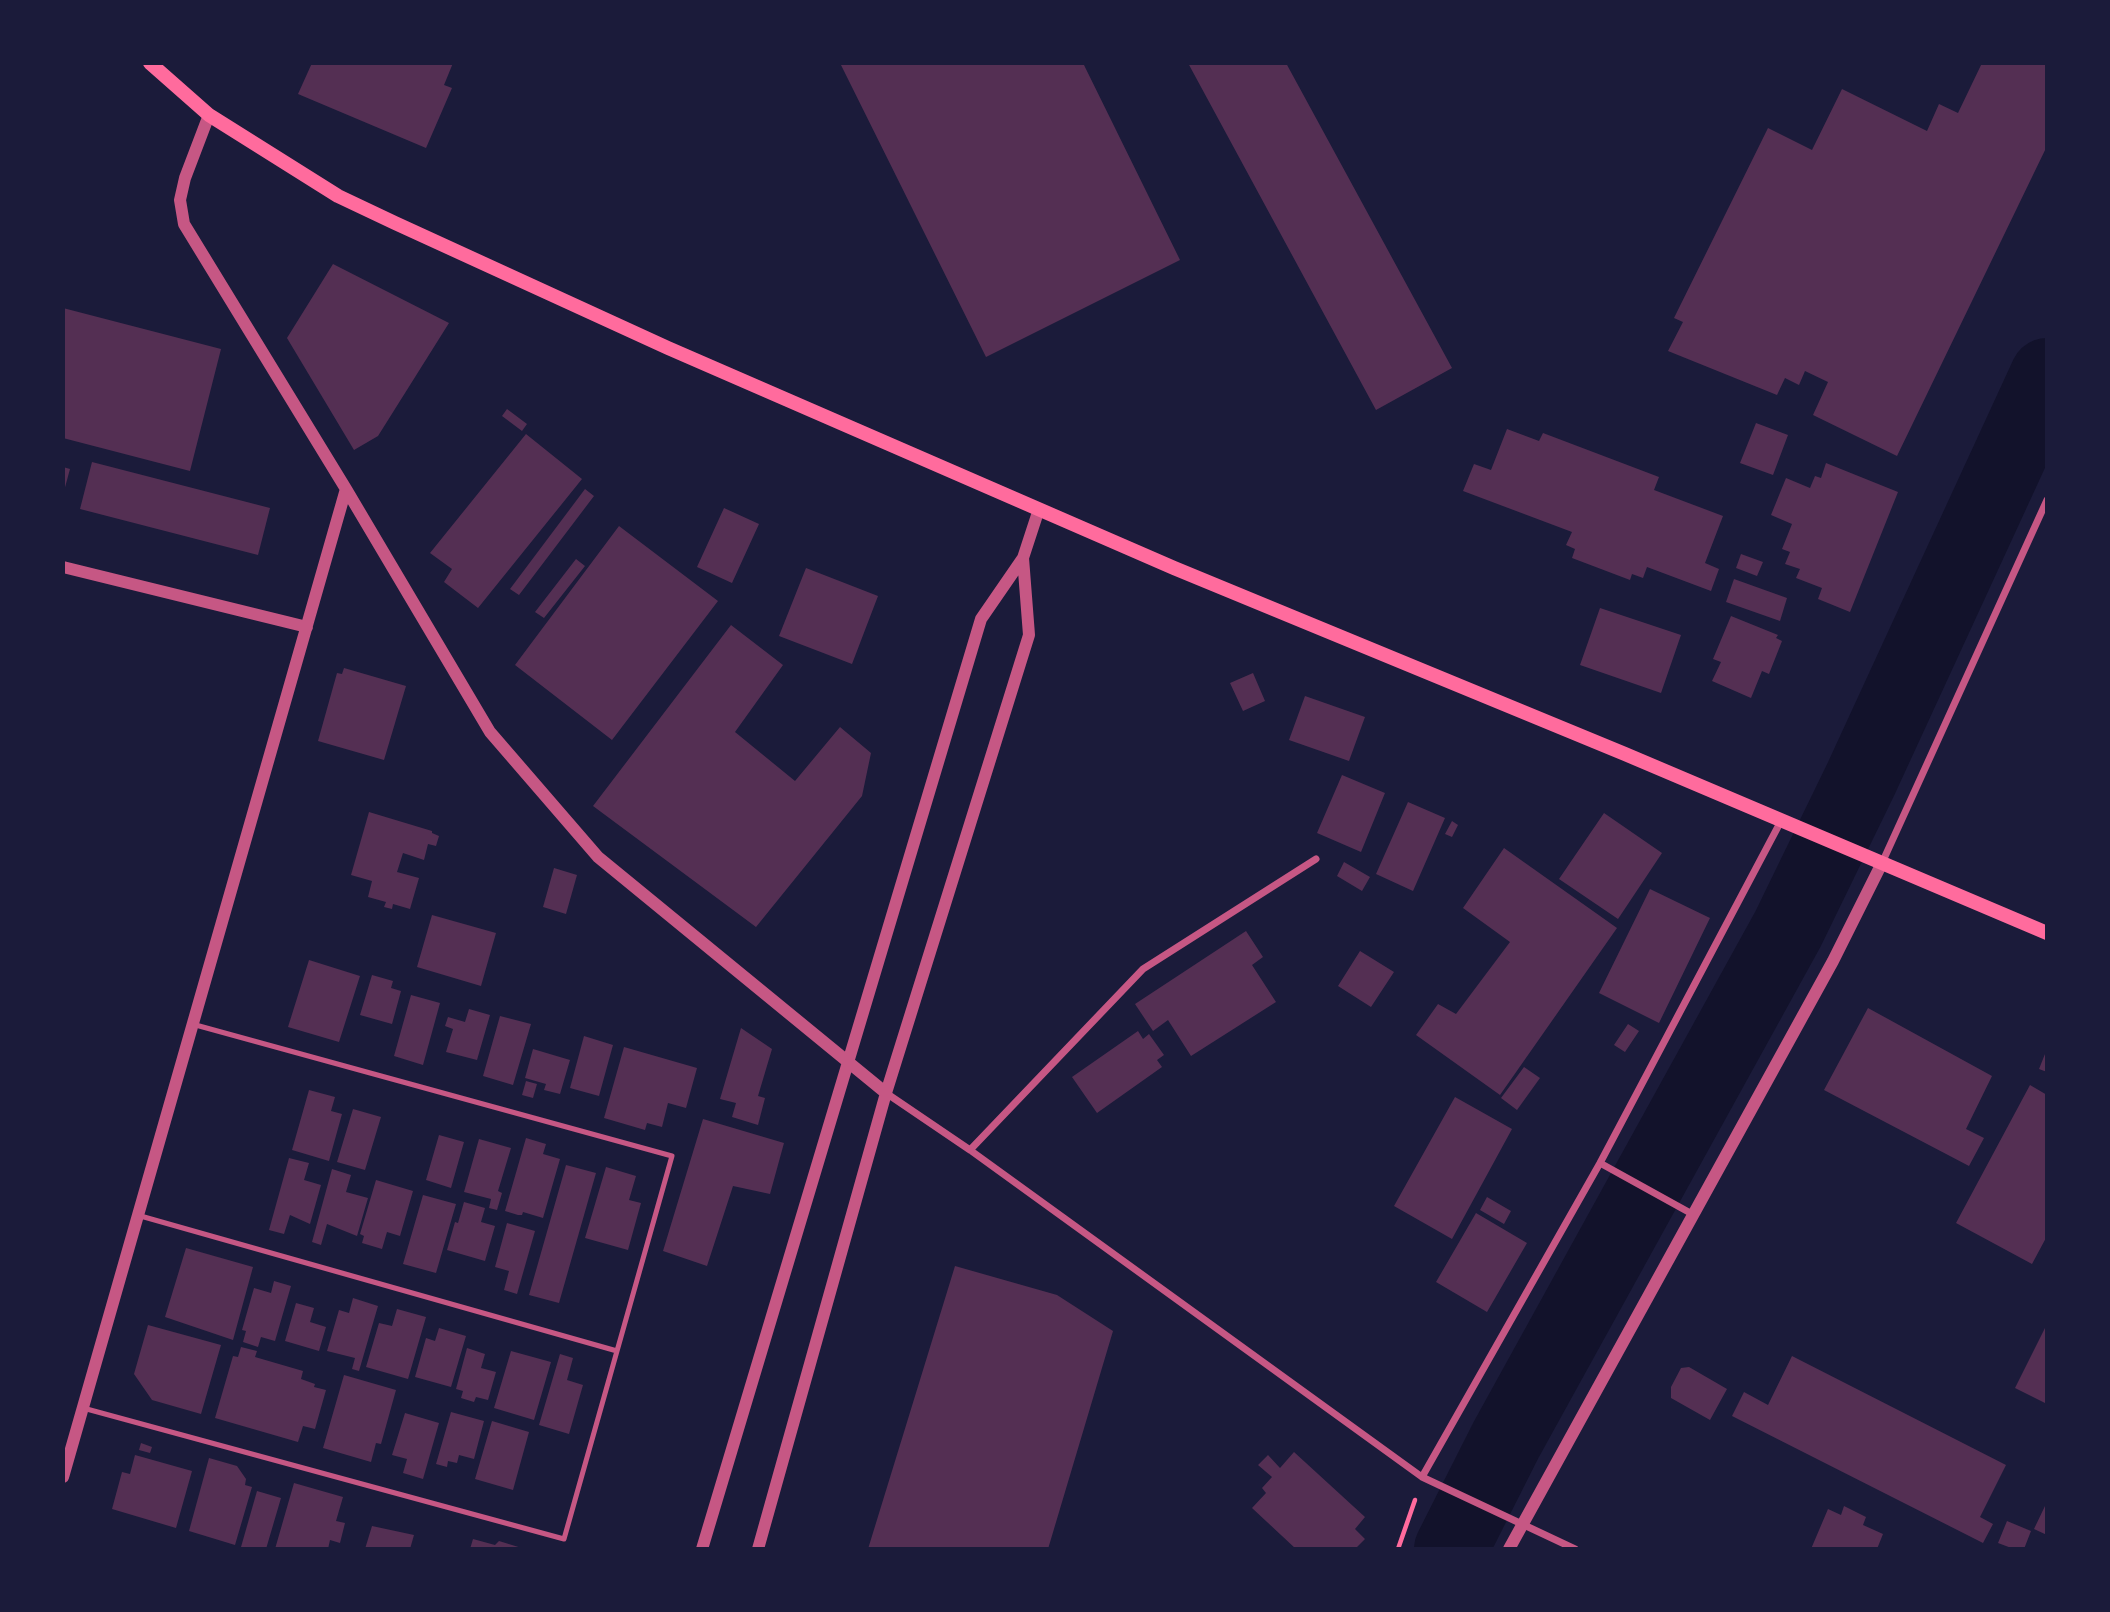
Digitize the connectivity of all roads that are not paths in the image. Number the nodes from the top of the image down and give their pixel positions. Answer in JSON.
{"nodes":[{"id":1,"x":150,"y":63,"type":"edge"},
{"id":2,"x":209,"y":115,"type":"junction"},
{"id":3,"x":346,"y":489,"type":"junction"},
{"id":4,"x":2047,"y":500,"type":"edge"},
{"id":5,"x":1039,"y":509,"type":"junction"},
{"id":6,"x":1023,"y":558,"type":"junction"},
{"id":7,"x":63,"y":567,"type":"edge"},
{"id":8,"x":307,"y":627,"type":"junction"},
{"id":9,"x":1786,"y":824,"type":"junction"},
{"id":10,"x":1316,"y":859,"type":"dead end"},
{"id":11,"x":1882,"y":863,"type":"junction"},
{"id":12,"x":2047,"y":933,"type":"edge"},
{"id":13,"x":192,"y":1024,"type":"junction"},
{"id":14,"x":848,"y":1062,"type":"junction"},
{"id":15,"x":886,"y":1093,"type":"junction"},
{"id":16,"x":971,"y":1150,"type":"junction"},
{"id":17,"x":1600,"y":1163,"type":"junction"},
{"id":18,"x":137,"y":1215,"type":"junction"},
{"id":19,"x":1694,"y":1216,"type":"junction"},
{"id":20,"x":617,"y":1351,"type":"junction"},
{"id":21,"x":83,"y":1408,"type":"junction"},
{"id":22,"x":63,"y":1477,"type":"edge"},
{"id":23,"x":1422,"y":1477,"type":"junction"},
{"id":24,"x":1521,"y":1524,"type":"junction"},
{"id":25,"x":702,"y":1549,"type":"edge"},
{"id":26,"x":758,"y":1549,"type":"edge"},
{"id":27,"x":1509,"y":1549,"type":"edge"},
{"id":28,"x":1575,"y":1549,"type":"edge"}],
"edges":[{"from":1,"to":2,"type":"main road"},
{"from":2,"to":3,"type":"street"},
{"from":2,"to":5,"type":"main road"},
{"from":3,"to":8,"type":"street"},
{"from":3,"to":14,"type":"street"},
{"from":4,"to":11,"type":"street"},
{"from":5,"to":6,"type":"street"},
{"from":5,"to":9,"type":"main road"},
{"from":6,"to":14,"type":"street"},
{"from":6,"to":15,"type":"street"},
{"from":7,"to":8,"type":"street"},
{"from":8,"to":13,"type":"street"},
{"from":9,"to":11,"type":"main road"},
{"from":9,"to":17,"type":"street"},
{"from":10,"to":16,"type":"street"},
{"from":11,"to":12,"type":"main road"},
{"from":11,"to":19,"type":"street"},
{"from":13,"to":18,"type":"street"},
{"from":13,"to":20,"type":"lane"},
{"from":14,"to":15,"type":"street"},
{"from":14,"to":25,"type":"street"},
{"from":15,"to":16,"type":"street"},
{"from":15,"to":26,"type":"street"},
{"from":16,"to":23,"type":"street"},
{"from":17,"to":19,"type":"street"},
{"from":17,"to":23,"type":"street"},
{"from":18,"to":20,"type":"lane"},
{"from":18,"to":21,"type":"street"},
{"from":19,"to":24,"type":"street"},
{"from":20,"to":21,"type":"lane"},
{"from":21,"to":22,"type":"street"},
{"from":23,"to":24,"type":"street"},
{"from":24,"to":27,"type":"street"},
{"from":24,"to":28,"type":"street"}]}
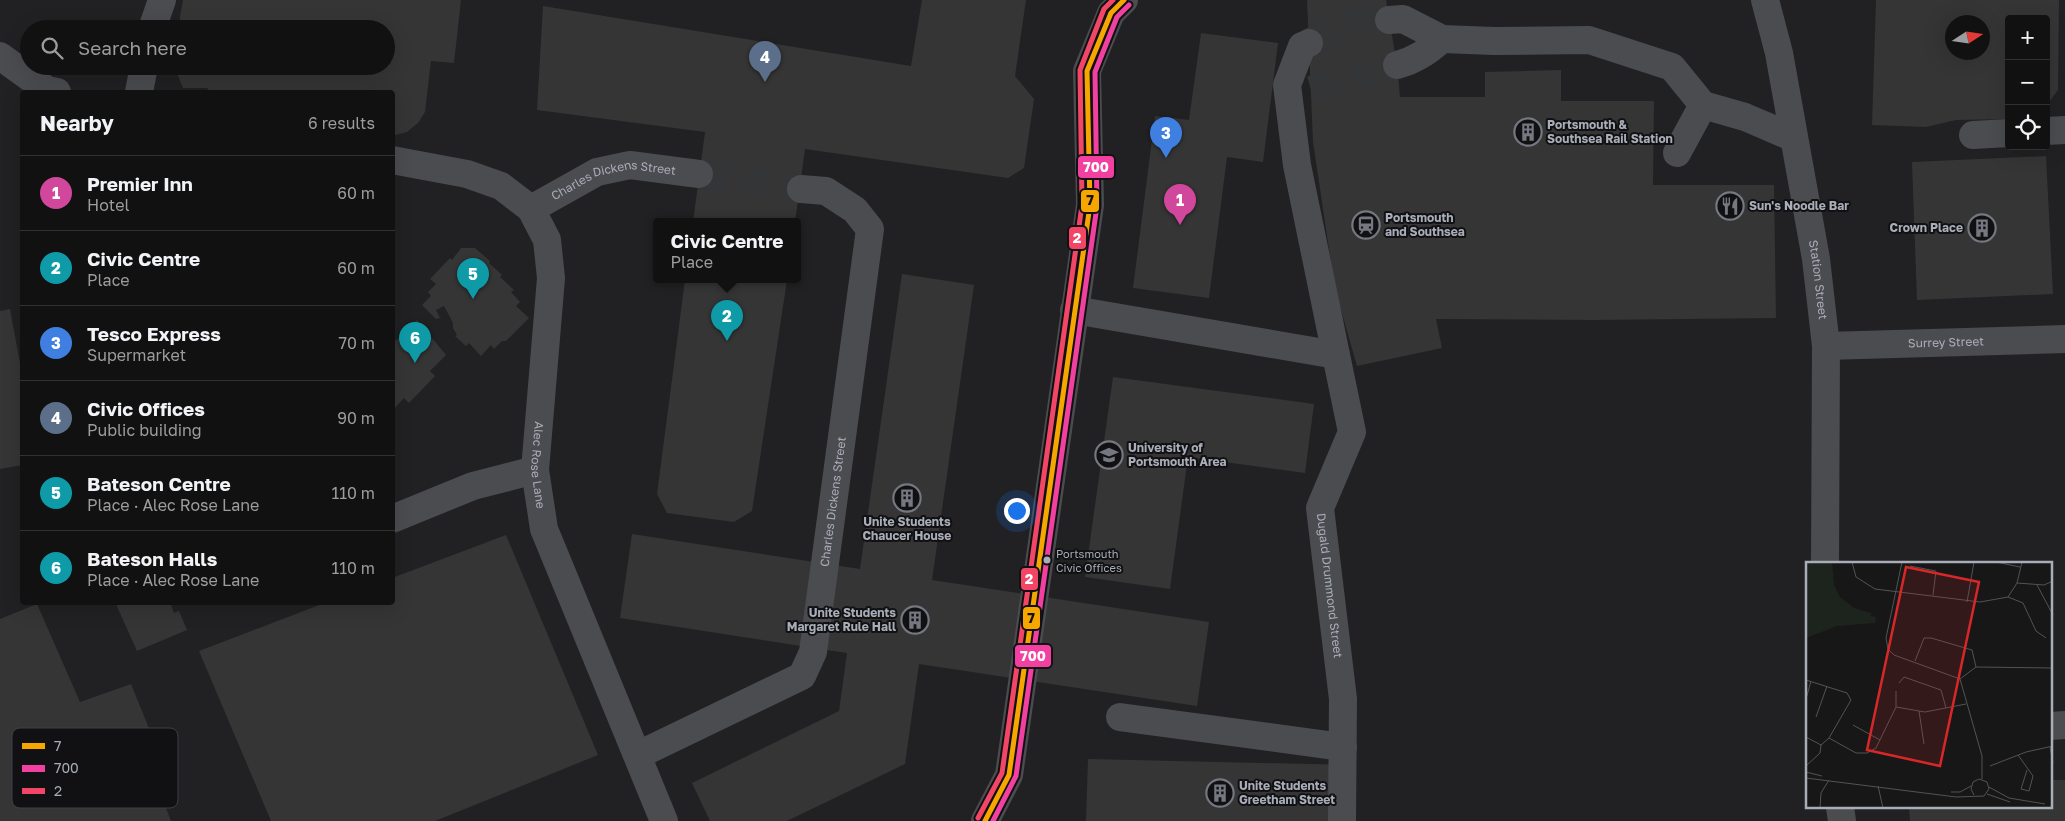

------------------------------------------------

→ DIRECTIONS FOR THIS TASK
Check each line in the listing above for the string "lane", then report how many lines contain it, with no other text.

→ WRITTEN SOLUTION
3